Reputation: 35
I have 2 ID columns that are created/collected independently. I'm trying to consolidate these two ID columns into one by determining which rows are part of the same related group of ids based on either of the two ID columns. I would consider the rows to be related based on a few rules:
1: If a LOAN has the same value in multiple rows, they belong to the same group (in the example for reference only.) I've called it loan_group. No issues here.

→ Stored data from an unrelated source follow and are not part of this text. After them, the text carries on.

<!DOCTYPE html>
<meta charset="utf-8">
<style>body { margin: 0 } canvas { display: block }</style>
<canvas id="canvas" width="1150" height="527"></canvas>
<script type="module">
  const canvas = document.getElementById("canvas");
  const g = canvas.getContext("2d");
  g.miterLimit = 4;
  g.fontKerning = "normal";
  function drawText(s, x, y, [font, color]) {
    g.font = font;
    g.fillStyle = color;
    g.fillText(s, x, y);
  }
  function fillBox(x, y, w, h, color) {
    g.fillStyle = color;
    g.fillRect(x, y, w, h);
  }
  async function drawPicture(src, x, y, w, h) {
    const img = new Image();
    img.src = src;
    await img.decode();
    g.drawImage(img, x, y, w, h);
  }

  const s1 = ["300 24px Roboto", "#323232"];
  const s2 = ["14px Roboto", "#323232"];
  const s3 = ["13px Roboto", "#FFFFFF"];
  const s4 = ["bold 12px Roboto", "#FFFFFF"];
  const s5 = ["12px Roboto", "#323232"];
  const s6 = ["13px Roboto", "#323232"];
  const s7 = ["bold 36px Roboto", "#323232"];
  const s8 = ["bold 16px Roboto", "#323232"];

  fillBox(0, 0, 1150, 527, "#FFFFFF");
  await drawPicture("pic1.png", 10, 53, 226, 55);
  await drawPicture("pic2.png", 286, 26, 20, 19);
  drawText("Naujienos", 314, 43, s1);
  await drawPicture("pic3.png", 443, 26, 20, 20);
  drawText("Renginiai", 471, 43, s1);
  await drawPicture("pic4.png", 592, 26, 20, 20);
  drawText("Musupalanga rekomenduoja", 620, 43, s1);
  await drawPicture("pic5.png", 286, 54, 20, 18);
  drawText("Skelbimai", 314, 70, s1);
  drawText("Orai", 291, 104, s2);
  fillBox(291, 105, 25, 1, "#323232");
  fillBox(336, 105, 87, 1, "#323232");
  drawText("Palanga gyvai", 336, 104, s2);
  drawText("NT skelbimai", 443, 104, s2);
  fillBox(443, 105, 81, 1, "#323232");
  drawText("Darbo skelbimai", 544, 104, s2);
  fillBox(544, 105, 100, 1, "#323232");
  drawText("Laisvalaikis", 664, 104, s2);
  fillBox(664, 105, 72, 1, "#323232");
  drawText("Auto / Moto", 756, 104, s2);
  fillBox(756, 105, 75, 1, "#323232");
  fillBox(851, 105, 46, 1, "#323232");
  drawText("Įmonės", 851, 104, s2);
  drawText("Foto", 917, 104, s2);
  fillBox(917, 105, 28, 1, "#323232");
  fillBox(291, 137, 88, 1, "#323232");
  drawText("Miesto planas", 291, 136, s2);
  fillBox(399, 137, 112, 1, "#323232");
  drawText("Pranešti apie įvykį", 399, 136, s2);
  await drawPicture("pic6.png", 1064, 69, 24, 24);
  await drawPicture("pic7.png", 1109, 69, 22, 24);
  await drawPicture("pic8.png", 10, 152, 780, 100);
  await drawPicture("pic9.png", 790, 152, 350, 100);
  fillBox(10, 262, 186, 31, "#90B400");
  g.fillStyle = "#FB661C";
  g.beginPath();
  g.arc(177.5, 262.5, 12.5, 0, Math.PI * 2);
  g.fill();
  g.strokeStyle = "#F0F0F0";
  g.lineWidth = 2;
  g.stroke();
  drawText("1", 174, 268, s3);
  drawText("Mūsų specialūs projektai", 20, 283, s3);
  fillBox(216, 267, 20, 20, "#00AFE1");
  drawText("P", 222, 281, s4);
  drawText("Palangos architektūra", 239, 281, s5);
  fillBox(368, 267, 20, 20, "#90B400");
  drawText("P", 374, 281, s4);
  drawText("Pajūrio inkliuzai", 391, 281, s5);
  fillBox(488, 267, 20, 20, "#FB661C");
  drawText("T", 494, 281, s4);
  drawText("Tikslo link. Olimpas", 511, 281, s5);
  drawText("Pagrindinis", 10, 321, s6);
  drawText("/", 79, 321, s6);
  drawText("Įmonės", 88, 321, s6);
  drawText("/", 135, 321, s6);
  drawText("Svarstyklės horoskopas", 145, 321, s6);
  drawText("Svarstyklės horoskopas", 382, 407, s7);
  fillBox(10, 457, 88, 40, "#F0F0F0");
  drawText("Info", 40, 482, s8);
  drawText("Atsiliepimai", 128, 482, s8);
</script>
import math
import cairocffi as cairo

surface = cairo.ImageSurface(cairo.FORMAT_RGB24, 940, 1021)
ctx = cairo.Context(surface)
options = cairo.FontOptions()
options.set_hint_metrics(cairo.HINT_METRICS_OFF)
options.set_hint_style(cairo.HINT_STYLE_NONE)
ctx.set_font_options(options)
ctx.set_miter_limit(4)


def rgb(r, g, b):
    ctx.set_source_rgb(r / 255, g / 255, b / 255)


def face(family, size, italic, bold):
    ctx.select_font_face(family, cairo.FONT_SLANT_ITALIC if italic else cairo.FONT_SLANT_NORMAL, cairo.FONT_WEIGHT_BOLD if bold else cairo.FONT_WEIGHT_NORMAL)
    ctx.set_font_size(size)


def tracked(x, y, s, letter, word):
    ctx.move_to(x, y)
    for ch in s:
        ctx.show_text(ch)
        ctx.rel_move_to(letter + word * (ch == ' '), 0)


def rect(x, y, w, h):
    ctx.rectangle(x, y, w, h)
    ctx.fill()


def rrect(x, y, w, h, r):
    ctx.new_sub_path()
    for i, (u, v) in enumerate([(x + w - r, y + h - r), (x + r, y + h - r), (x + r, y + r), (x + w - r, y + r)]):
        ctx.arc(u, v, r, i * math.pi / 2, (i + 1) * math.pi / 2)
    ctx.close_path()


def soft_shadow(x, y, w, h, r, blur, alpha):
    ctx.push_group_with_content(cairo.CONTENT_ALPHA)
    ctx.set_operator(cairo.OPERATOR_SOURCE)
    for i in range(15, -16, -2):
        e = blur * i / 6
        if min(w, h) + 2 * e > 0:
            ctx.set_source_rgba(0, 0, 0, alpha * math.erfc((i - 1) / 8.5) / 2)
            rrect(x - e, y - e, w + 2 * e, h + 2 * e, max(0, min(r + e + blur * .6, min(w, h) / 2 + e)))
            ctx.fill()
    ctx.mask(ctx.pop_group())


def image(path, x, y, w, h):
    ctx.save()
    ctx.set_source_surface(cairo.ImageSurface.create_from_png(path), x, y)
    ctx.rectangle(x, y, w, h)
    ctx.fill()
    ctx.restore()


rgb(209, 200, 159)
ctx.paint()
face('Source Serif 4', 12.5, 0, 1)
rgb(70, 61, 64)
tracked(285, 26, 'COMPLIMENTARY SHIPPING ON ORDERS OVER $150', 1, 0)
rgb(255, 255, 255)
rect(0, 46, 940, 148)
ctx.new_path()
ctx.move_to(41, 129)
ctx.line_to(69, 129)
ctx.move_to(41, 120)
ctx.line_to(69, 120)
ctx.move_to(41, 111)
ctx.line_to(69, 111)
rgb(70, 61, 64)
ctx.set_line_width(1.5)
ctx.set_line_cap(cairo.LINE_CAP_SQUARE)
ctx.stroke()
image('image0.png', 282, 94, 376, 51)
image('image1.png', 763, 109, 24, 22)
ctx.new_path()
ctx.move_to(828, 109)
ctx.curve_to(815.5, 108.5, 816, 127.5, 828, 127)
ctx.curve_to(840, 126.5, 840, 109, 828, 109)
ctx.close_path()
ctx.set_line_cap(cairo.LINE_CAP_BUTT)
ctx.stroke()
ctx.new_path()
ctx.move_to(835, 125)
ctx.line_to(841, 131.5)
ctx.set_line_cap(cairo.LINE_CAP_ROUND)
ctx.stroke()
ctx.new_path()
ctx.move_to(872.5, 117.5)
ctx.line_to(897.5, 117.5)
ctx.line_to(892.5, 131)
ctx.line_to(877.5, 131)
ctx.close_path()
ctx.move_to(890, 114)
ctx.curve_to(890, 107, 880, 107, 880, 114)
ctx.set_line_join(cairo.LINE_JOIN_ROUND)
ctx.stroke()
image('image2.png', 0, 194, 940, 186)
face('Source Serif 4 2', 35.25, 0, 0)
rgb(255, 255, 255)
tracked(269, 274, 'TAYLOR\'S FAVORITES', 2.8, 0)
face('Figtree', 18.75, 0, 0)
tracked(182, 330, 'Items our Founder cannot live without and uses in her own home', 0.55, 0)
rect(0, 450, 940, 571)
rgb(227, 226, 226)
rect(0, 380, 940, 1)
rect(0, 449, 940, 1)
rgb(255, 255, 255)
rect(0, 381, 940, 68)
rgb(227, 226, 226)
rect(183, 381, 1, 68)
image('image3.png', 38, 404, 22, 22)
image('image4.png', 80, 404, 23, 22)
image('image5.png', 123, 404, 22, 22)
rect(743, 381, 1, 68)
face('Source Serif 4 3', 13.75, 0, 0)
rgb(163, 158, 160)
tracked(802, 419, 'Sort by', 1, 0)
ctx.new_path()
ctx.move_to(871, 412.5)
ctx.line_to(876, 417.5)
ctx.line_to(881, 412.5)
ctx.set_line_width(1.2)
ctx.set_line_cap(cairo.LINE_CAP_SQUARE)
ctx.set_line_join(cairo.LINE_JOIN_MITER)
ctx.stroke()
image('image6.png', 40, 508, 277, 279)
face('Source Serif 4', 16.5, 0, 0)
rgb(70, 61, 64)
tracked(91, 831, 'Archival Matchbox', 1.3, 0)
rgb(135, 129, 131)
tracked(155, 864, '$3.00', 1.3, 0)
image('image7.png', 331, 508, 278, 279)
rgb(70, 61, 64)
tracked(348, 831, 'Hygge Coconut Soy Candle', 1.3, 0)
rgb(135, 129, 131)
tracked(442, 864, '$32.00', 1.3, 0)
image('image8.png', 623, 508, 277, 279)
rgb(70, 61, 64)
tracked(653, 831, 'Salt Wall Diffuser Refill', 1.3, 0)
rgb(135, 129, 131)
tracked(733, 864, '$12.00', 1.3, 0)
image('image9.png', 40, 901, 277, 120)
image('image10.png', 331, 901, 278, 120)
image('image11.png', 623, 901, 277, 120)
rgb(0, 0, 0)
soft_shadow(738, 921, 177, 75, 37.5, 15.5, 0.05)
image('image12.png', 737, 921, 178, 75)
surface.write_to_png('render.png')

2: If a COLLATERAL has the same value in multiple rows, they belong to the temporary group. I've called it collateral_group (same rule as #1.) No issues here.
3: Finally, and I'm not sure how to phrase this exactly, but any time there is overlap between values that are part of the same group (across loan and collateral columns), those groups should be further consolidated. For example:
LOAN COLLATERAL loan_group collateral_group final_grouping
---- ----------- ---------- ---------------- --------------
L1 C1* 1 1 **1**
L2** C1* 2 1 **1**
L5 C8 3 2 2
L2** C4*** 2 3 **1**
L6 C8 4 2 2
L7 C9 5 4 3
L8 C4*** 6 3 **1**
*because rows 1 and 2 both have the value C1, they would be assigned to the same final grouping
**because row 2 has the LOAN value L2, this means we can include row 4 in the consolidated final grouping. That row can be linked back to row 1 via the L2/C1 link
***finally, because row 4 includes the COLLATERAL value C4, this means we can include row 7 in the consolidated final grouping. That row can be linked back to row one via the L2/C4 & L2/C1 links
The data set is roughly 15m unique combinations of LOAN + COLLATERAL. The groups will likely crossover a few thousand (maybe +10 thousand) IDs in some edge cases. I've run into some resource issues on BQ testing some solutions (but those issues are mostly a do with my inexperience with BQ.) Just a heads up if that impacts anybody's recommendation.
Really appreciate your time, apologies for being overly vague/brief in my first version...
Upvotes: 1
Views: 314
Reputation: 173046
Below is for BigQuery Standard SQL
As Gordon mentioned in comments - BigQuery doesn't have native support for recursive CTEs or hierarchical queries, so this cannot be done with just a single query!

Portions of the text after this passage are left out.